● **YOUR GOAL**:
Please write out exactly the lines from the opening of the listing through the line that holds "context.font = font", including both, and nothing else; no pictures.

═══ THE DATA

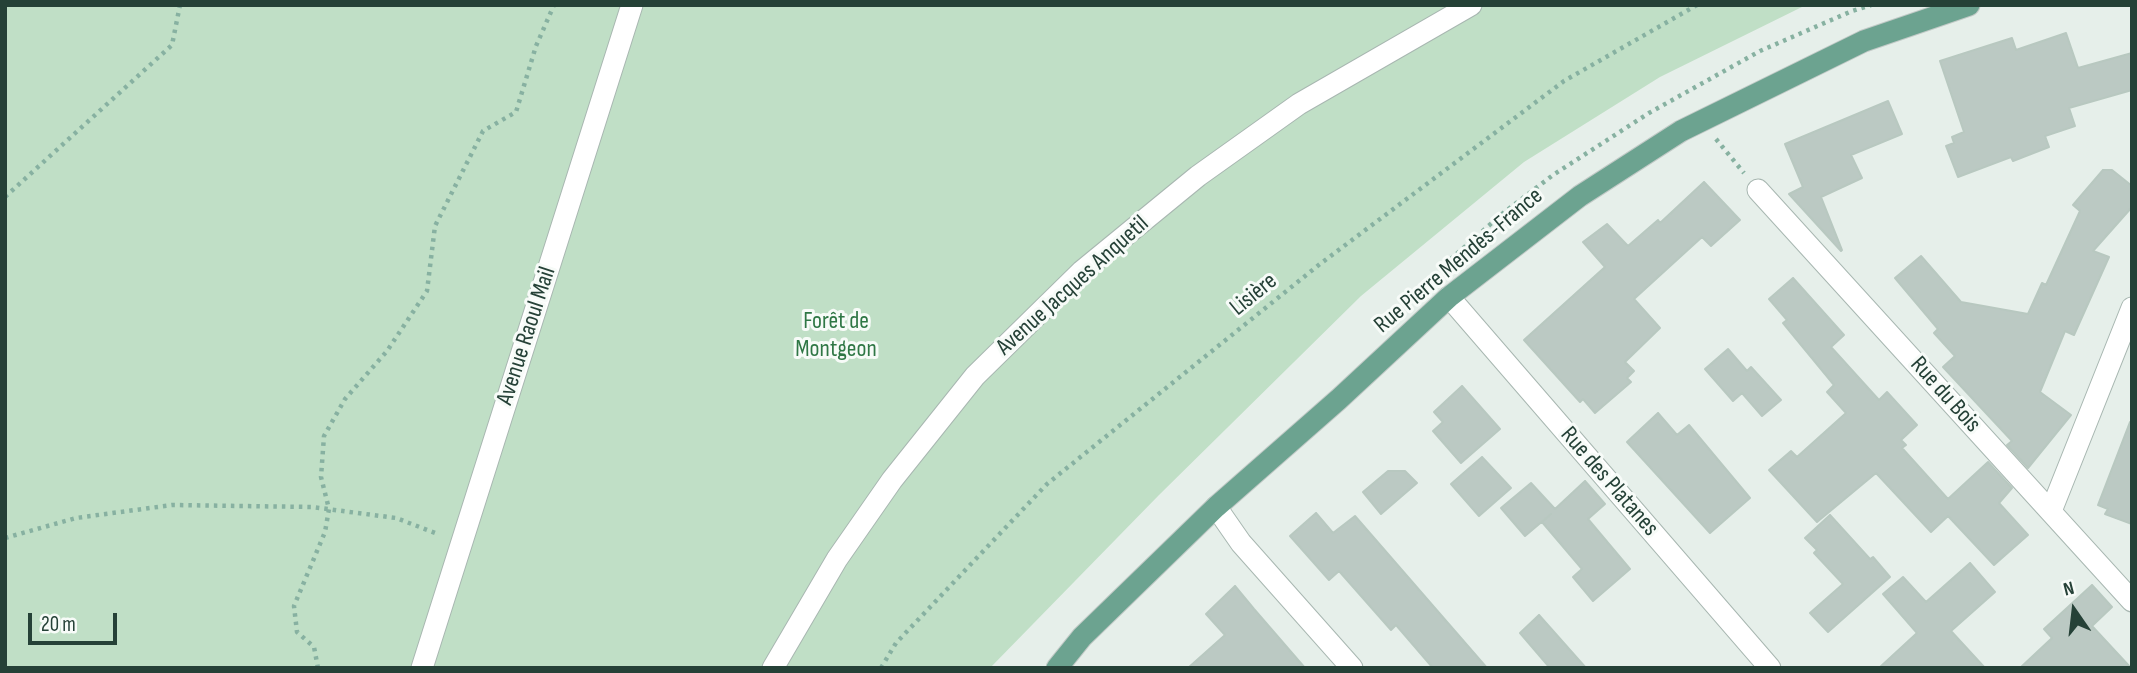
<!DOCTYPE html>
<meta charset="utf-8">
<style>
body{margin:0}
#map{position:relative;width:2137px;height:673px;overflow:hidden;background:#e6efea;font-family:"Sofia Sans Condensed",sans-serif}
canvas{display:block}
.frame{position:absolute;inset:0;border:7px solid #254137;pointer-events:none}
.north{position:absolute;left:2039px;top:575px;width:70px;height:70px;-webkit-text-stroke:5px #f7fbf8;paint-order:stroke;rotate:346deg;font-size:19px;font-weight:700;line-height:28px;text-align:center;color:#254137}
.north::after{content:'';display:block;margin:auto;width:24px;height:32px;background:#254137;clip-path:polygon(50% 0,100% 100%,50% 72%,0 100%)}
.scale{position:absolute;left:28px;top:613px;width:89px;height:32px;box-sizing:border-box;border:4px solid #254137;border-top:0;padding-left:9px;font-size:21px;line-height:24px;white-space:nowrap;color:#254137;-webkit-text-stroke:5px #f7fbf8;paint-order:stroke}
</style>
<div id="map">
<canvas width="2137" height="673"></canvas>
<div class="frame"></div>
<div class="north">N</div>
<div class="scale">20 m</div>
</div>
<script>
const context = document.querySelector('canvas').getContext('2d');
context.lineJoin = 'round';
function paint(path, color) { context.fillStyle = color; context.fill(path, 'evenodd'); }
const poly = rows => new Path2D(rows.map(r => 'M' + r).join(''));
function stroke(path, color, width, dash) { context.strokeStyle = color; context.lineWidth = width; context.lineCap = dash ? 'butt' : 'round'; context.setLineDash(dash || []); context.stroke(path); }
function write(font, color, halo, rows, align = 'center') {
  context.font = font + ' "Sofia Sans Condensed",sans-serif'; context.lineWidth = 6; context.setLineDash([]); context.textBaseline = 'middle'; context.strokeStyle = halo; context.fillStyle = color; for (const [text, x, y, turn = 0] of rows) {
    context.save(); context.translate(x, y); context.rotate((+turn || 0) * Math.PI / 180); context.textAlign = isNaN(turn) ? turn : align; if (halo) context.strokeText(text, 0, 0); context.fillText(text, 0, 0); context.restore();
  }
}
paint(poly([
 [5,5,1806,5,1660,77,1524,162,1361,296,1159,495,990,668,5,668]
]), '#c0dfc6');
const building = poly([
 [2066,33,2078,68,2132,53,2132,90,2069,108,2075,126,2045,136,2049,147,2013,161,2011,157,1958,177,1946,146,1954,143,1952,137,1964,132,1940,61,2012,38,2016,50,2066,33],
 [1888,101,1902,134,1851,155,1862,178,1821,197,1842,250,1841,251,1789,194,1803,187,1785,144,1888,101],
 [2103,170,2112,170,2132,186,2132,207,2093,251,2109,257,2074,335,2065,331,2040,392,2071,415,2028,468,2007,445,2012,441,1943,367,1955,356,1934,333,1938,329,1895,278,1921,256,1961,302,2028,314,2042,283,2046,285,2080,211,2073,205,2103,170],
 [1704,182,1740,220,1711,246,1702,237,1634,299,1660,328,1625,362,1634,371,1627,378,1631,382,1595,413,1583,399,1580,402,1524,340,1605,267,1583,242,1607,224,1628,246,1658,220,1660,223,1704,182],
 [1793,278,1844,335,1831,347,1879,400,1887,392,1917,425,1901,440,1906,445,1902,448,1948,499,1988,462,2012,488,1999,503,2028,535,1994,565,1948,516,1931,532,1876,473,1817,522,1769,470,1791,451,1797,457,1846,413,1827,392,1834,385,1783,323,1787,320,1769,299,1793,278],
 [1728,349,1747,371,1751,367,1781,400,1762,416,1742,393,1733,401,1705,369,1728,349],
 [1462,386,1500,429,1461,463,1433,431,1443,422,1434,412,1462,386],
 [1658,413,1677,435,1689,425,1750,498,1710,533,1627,442,1658,413],
 [2130,422,2132,423,2132,524,2105,514,2108,509,2098,505,2130,422],
 [1482,457,1511,488,1479,516,1451,484,1482,457],
 [1388,471,1405,471,1417,483,1381,514,1363,492,1388,471],
 [1585,481,1605,504,1588,519,1630,569,1593,601,1573,577,1582,569,1542,522,1551,514,1525,536,1501,508,1531,483,1555,509,1585,481],
 [1316,513,1333,533,1355,516,1487,668,1433,668,1396,625,1391,630,1339,571,1329,580,1290,536,1316,513],
 [1830,515,1870,559,1873,557,1890,577,1828,632,1810,613,1843,584,1814,553,1817,550,1805,538,1830,515],
 [1970,563,1995,592,1951,631,1985,668,1879,668,1917,633,1883,594,1903,577,1926,602,1970,563],
 [2092,585,2112,607,2092,626,2131,668,2020,668,2052,638,2044,629,2092,585],
 [1235,586,1254,609,1305,668,1188,668,1225,635,1206,614,1235,586],
 [1539,615,1586,668,1550,668,1520,633,1539,615]
]);
paint(building, '#bbc9c3');
stroke(building, '#b8c8c0', 2);
const minor = poly([
 [1758,190,2132,601],
 [1449,297,1770,668],
 [1216,507,1241,543,1352,668],
 [2051,511,2132,308],
 [422,668,632,5],
 [773,668,837,559,892,480,975,376,1082,271,1198,176,1299,104,1471,5]
]);
const major = poly([
 [1057,668,1082,637,1216,507,1339,399,1449,297,1580,196,1681,131,1864,41,1969,5]
]);
stroke(minor, '#a8b7b1', 23);
stroke(major, '#c2cac7', 23);
stroke(poly([
 [1716,139,1744,173],
 [5,197,172,45,180,5],
 [1444,265,1502,214,1553,175,1649,113,1760,51,1852,11,1871,5],
 [5,538,76,518,172,505,312,507,396,518,438,534],
 [318,668,314,647,297,632,294,606,325,532,329,509,321,477,324,436,345,399,387,351,427,291,435,226,483,131,516,112,536,46,554,5],
 [881,668,896,643,1047,484,1320,264,1564,81,1697,5]
]), '#87b1a1', 4.5, [3.5, 5]);
stroke(minor, '#fff', 21);
stroke(major, '#6ca390', 21);
write('24px', '#254137', '#f7fbf8', [
 ["Rue Pierre Mendès-France",1459,261,-40],
 ["Avenue Jacques Anquetil",1073,286,-42],
 ["Lisière",1254,295,-39],
 ["Avenue Raoul Mail",527,336,-72],
 ["Rue du Bois",1945,395,48],
 ["Rue des Platanes",1609,482,49]
]);
write('24px', '#2f7745', '#f7fbf8', [
 ["Forêt de",836,322],
 ["Montgeon",836,350]
]);
</script>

══════

● **ANSWER SECTION**:
<!DOCTYPE html>
<meta charset="utf-8">
<style>
body{margin:0}
#map{position:relative;width:2137px;height:673px;overflow:hidden;background:#e6efea;font-family:"Sofia Sans Condensed",sans-serif}
canvas{display:block}
.frame{position:absolute;inset:0;border:7px solid #254137;pointer-events:none}
.north{position:absolute;left:2039px;top:575px;width:70px;height:70px;-webkit-text-stroke:5px #f7fbf8;paint-order:stroke;rotate:346deg;font-size:19px;font-weight:700;line-height:28px;text-align:center;color:#254137}
.north::after{content:'';display:block;margin:auto;width:24px;height:32px;background:#254137;clip-path:polygon(50% 0,100% 100%,50% 72%,0 100%)}
.scale{position:absolute;left:28px;top:613px;width:89px;height:32px;box-sizing:border-box;border:4px solid #254137;border-top:0;padding-left:9px;font-size:21px;line-height:24px;white-space:nowrap;color:#254137;-webkit-text-stroke:5px #f7fbf8;paint-order:stroke}
</style>
<div id="map">
<canvas width="2137" height="673"></canvas>
<div class="frame"></div>
<div class="north">N</div>
<div class="scale">20 m</div>
</div>
<script>
const context = document.querySelector('canvas').getContext('2d');
context.lineJoin = 'round';
function paint(path, color) { context.fillStyle = color; context.fill(path, 'evenodd'); }
const poly = rows => new Path2D(rows.map(r => 'M' + r).join(''));
function stroke(path, color, width, dash) { context.strokeStyle = color; context.lineWidth = width; context.lineCap = dash ? 'butt' : 'round'; context.setLineDash(dash || []); context.stroke(path); }
function write(font, color, halo, rows, align = 'center') {
  context.font = font + ' "Sofia Sans Condensed",sans-serif'; context.lineWidth = 6; context.setLineDash([]); context.textBaseline = 'middle'; context.strokeStyle = halo; context.fillStyle = color; for (const [text, x, y, turn = 0] of rows) {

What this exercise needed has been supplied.